◆ Records provided ◆
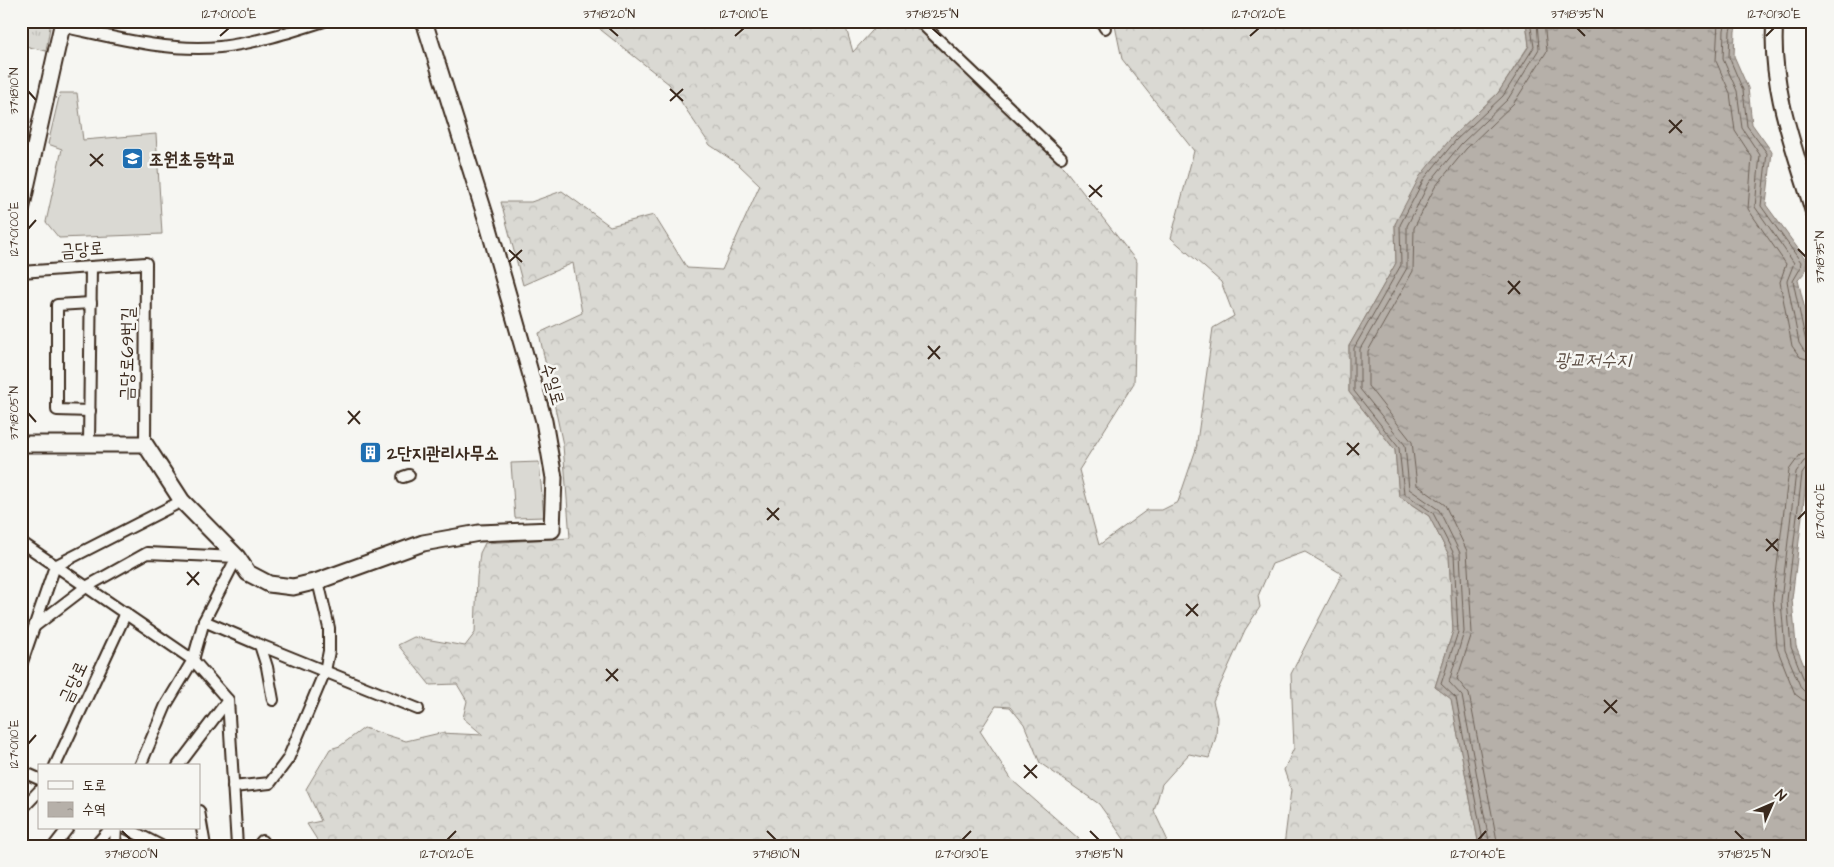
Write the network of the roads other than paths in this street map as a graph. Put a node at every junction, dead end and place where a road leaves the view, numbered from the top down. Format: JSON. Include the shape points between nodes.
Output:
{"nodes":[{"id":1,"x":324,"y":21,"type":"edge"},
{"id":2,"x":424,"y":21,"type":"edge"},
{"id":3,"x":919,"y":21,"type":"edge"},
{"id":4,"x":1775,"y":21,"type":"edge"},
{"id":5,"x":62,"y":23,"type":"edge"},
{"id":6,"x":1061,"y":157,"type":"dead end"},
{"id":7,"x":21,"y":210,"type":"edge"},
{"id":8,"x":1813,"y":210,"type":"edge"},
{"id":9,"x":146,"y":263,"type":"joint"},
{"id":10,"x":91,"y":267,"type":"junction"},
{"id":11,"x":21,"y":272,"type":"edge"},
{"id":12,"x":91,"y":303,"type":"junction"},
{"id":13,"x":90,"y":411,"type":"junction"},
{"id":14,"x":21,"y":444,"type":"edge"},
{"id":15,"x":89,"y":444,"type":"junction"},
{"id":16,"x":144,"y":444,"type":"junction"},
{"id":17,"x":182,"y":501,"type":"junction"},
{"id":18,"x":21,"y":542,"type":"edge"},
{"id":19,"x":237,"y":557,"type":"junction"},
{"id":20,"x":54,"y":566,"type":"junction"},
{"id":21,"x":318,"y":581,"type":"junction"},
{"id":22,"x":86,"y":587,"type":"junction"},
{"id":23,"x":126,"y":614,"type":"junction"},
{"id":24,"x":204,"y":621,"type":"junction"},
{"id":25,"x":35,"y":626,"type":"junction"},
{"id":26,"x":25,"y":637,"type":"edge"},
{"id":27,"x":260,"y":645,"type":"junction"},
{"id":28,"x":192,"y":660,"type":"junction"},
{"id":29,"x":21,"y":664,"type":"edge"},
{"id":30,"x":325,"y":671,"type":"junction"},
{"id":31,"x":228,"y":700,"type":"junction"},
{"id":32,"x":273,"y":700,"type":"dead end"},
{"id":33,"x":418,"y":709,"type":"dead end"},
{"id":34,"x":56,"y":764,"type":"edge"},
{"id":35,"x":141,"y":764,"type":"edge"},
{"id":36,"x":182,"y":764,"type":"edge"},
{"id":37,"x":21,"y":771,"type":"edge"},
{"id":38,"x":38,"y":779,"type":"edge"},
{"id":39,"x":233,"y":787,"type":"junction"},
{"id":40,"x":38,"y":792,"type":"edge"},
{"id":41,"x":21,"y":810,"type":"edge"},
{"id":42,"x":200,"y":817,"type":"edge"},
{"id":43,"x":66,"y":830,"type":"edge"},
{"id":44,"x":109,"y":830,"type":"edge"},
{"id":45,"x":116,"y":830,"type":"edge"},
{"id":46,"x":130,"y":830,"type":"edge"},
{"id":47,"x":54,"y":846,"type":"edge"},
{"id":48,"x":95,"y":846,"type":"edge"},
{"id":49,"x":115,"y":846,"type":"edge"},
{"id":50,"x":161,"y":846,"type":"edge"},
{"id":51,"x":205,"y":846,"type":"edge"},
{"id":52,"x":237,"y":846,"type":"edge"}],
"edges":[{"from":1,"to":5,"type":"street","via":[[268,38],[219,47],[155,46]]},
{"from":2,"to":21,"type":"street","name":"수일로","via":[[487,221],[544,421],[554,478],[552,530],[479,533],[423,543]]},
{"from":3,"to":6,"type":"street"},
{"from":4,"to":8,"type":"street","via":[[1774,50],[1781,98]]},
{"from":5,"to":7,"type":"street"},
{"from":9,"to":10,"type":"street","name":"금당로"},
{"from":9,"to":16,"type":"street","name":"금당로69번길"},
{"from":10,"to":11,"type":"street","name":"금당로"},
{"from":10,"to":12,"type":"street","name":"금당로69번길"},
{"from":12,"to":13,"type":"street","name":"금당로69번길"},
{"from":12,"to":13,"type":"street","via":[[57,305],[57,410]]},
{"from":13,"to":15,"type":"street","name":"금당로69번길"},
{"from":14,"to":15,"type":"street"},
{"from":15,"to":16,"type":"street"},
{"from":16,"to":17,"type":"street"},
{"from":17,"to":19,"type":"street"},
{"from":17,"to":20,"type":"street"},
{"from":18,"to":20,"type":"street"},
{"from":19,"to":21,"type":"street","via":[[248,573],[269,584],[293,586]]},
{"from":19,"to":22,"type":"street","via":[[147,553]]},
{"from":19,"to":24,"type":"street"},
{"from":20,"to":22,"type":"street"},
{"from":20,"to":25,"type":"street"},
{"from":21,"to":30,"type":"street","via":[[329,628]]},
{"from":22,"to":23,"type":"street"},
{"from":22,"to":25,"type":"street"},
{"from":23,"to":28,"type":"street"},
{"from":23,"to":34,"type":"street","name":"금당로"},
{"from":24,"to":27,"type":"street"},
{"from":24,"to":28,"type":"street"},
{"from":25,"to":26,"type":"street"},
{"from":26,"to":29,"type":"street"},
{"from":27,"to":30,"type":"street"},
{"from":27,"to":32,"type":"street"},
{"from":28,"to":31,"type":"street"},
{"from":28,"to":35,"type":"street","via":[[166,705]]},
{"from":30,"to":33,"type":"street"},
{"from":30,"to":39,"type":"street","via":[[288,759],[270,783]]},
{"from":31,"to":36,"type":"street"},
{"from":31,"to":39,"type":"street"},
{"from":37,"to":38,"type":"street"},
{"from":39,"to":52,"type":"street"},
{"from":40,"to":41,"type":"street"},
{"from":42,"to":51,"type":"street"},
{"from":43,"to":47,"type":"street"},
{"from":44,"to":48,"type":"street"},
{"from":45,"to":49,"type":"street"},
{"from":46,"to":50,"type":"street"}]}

◆ Task prompt ◆
All the records need to be printed again exactly as written, though without their pictures.

◆ Output below ◆
Write the network of the roads other than paths in this street map as a graph. Put a node at every junction, dead end and place where a road leaves the view, numbered from the top down. Format: JSON. Include the shape points between nodes.
Output:
{"nodes":[{"id":1,"x":324,"y":21,"type":"edge"},
{"id":2,"x":424,"y":21,"type":"edge"},
{"id":3,"x":919,"y":21,"type":"edge"},
{"id":4,"x":1775,"y":21,"type":"edge"},
{"id":5,"x":62,"y":23,"type":"edge"},
{"id":6,"x":1061,"y":157,"type":"dead end"},
{"id":7,"x":21,"y":210,"type":"edge"},
{"id":8,"x":1813,"y":210,"type":"edge"},
{"id":9,"x":146,"y":263,"type":"joint"},
{"id":10,"x":91,"y":267,"type":"junction"},
{"id":11,"x":21,"y":272,"type":"edge"},
{"id":12,"x":91,"y":303,"type":"junction"},
{"id":13,"x":90,"y":411,"type":"junction"},
{"id":14,"x":21,"y":444,"type":"edge"},
{"id":15,"x":89,"y":444,"type":"junction"},
{"id":16,"x":144,"y":444,"type":"junction"},
{"id":17,"x":182,"y":501,"type":"junction"},
{"id":18,"x":21,"y":542,"type":"edge"},
{"id":19,"x":237,"y":557,"type":"junction"},
{"id":20,"x":54,"y":566,"type":"junction"},
{"id":21,"x":318,"y":581,"type":"junction"},
{"id":22,"x":86,"y":587,"type":"junction"},
{"id":23,"x":126,"y":614,"type":"junction"},
{"id":24,"x":204,"y":621,"type":"junction"},
{"id":25,"x":35,"y":626,"type":"junction"},
{"id":26,"x":25,"y":637,"type":"edge"},
{"id":27,"x":260,"y":645,"type":"junction"},
{"id":28,"x":192,"y":660,"type":"junction"},
{"id":29,"x":21,"y":664,"type":"edge"},
{"id":30,"x":325,"y":671,"type":"junction"},
{"id":31,"x":228,"y":700,"type":"junction"},
{"id":32,"x":273,"y":700,"type":"dead end"},
{"id":33,"x":418,"y":709,"type":"dead end"},
{"id":34,"x":56,"y":764,"type":"edge"},
{"id":35,"x":141,"y":764,"type":"edge"},
{"id":36,"x":182,"y":764,"type":"edge"},
{"id":37,"x":21,"y":771,"type":"edge"},
{"id":38,"x":38,"y":779,"type":"edge"},
{"id":39,"x":233,"y":787,"type":"junction"},
{"id":40,"x":38,"y":792,"type":"edge"},
{"id":41,"x":21,"y":810,"type":"edge"},
{"id":42,"x":200,"y":817,"type":"edge"},
{"id":43,"x":66,"y":830,"type":"edge"},
{"id":44,"x":109,"y":830,"type":"edge"},
{"id":45,"x":116,"y":830,"type":"edge"},
{"id":46,"x":130,"y":830,"type":"edge"},
{"id":47,"x":54,"y":846,"type":"edge"},
{"id":48,"x":95,"y":846,"type":"edge"},
{"id":49,"x":115,"y":846,"type":"edge"},
{"id":50,"x":161,"y":846,"type":"edge"},
{"id":51,"x":205,"y":846,"type":"edge"},
{"id":52,"x":237,"y":846,"type":"edge"}],
"edges":[{"from":1,"to":5,"type":"street","via":[[268,38],[219,47],[155,46]]},
{"from":2,"to":21,"type":"street","name":"수일로","via":[[487,221],[544,421],[554,478],[552,530],[479,533],[423,543]]},
{"from":3,"to":6,"type":"street"},
{"from":4,"to":8,"type":"street","via":[[1774,50],[1781,98]]},
{"from":5,"to":7,"type":"street"},
{"from":9,"to":10,"type":"street","name":"금당로"},
{"from":9,"to":16,"type":"street","name":"금당로69번길"},
{"from":10,"to":11,"type":"street","name":"금당로"},
{"from":10,"to":12,"type":"street","name":"금당로69번길"},
{"from":12,"to":13,"type":"street","name":"금당로69번길"},
{"from":12,"to":13,"type":"street","via":[[57,305],[57,410]]},
{"from":13,"to":15,"type":"street","name":"금당로69번길"},
{"from":14,"to":15,"type":"street"},
{"from":15,"to":16,"type":"street"},
{"from":16,"to":17,"type":"street"},
{"from":17,"to":19,"type":"street"},
{"from":17,"to":20,"type":"street"},
{"from":18,"to":20,"type":"street"},
{"from":19,"to":21,"type":"street","via":[[248,573],[269,584],[293,586]]},
{"from":19,"to":22,"type":"street","via":[[147,553]]},
{"from":19,"to":24,"type":"street"},
{"from":20,"to":22,"type":"street"},
{"from":20,"to":25,"type":"street"},
{"from":21,"to":30,"type":"street","via":[[329,628]]},
{"from":22,"to":23,"type":"street"},
{"from":22,"to":25,"type":"street"},
{"from":23,"to":28,"type":"street"},
{"from":23,"to":34,"type":"street","name":"금당로"},
{"from":24,"to":27,"type":"street"},
{"from":24,"to":28,"type":"street"},
{"from":25,"to":26,"type":"street"},
{"from":26,"to":29,"type":"street"},
{"from":27,"to":30,"type":"street"},
{"from":27,"to":32,"type":"street"},
{"from":28,"to":31,"type":"street"},
{"from":28,"to":35,"type":"street","via":[[166,705]]},
{"from":30,"to":33,"type":"street"},
{"from":30,"to":39,"type":"street","via":[[288,759],[270,783]]},
{"from":31,"to":36,"type":"street"},
{"from":31,"to":39,"type":"street"},
{"from":37,"to":38,"type":"street"},
{"from":39,"to":52,"type":"street"},
{"from":40,"to":41,"type":"street"},
{"from":42,"to":51,"type":"street"},
{"from":43,"to":47,"type":"street"},
{"from":44,"to":48,"type":"street"},
{"from":45,"to":49,"type":"street"},
{"from":46,"to":50,"type":"street"}]}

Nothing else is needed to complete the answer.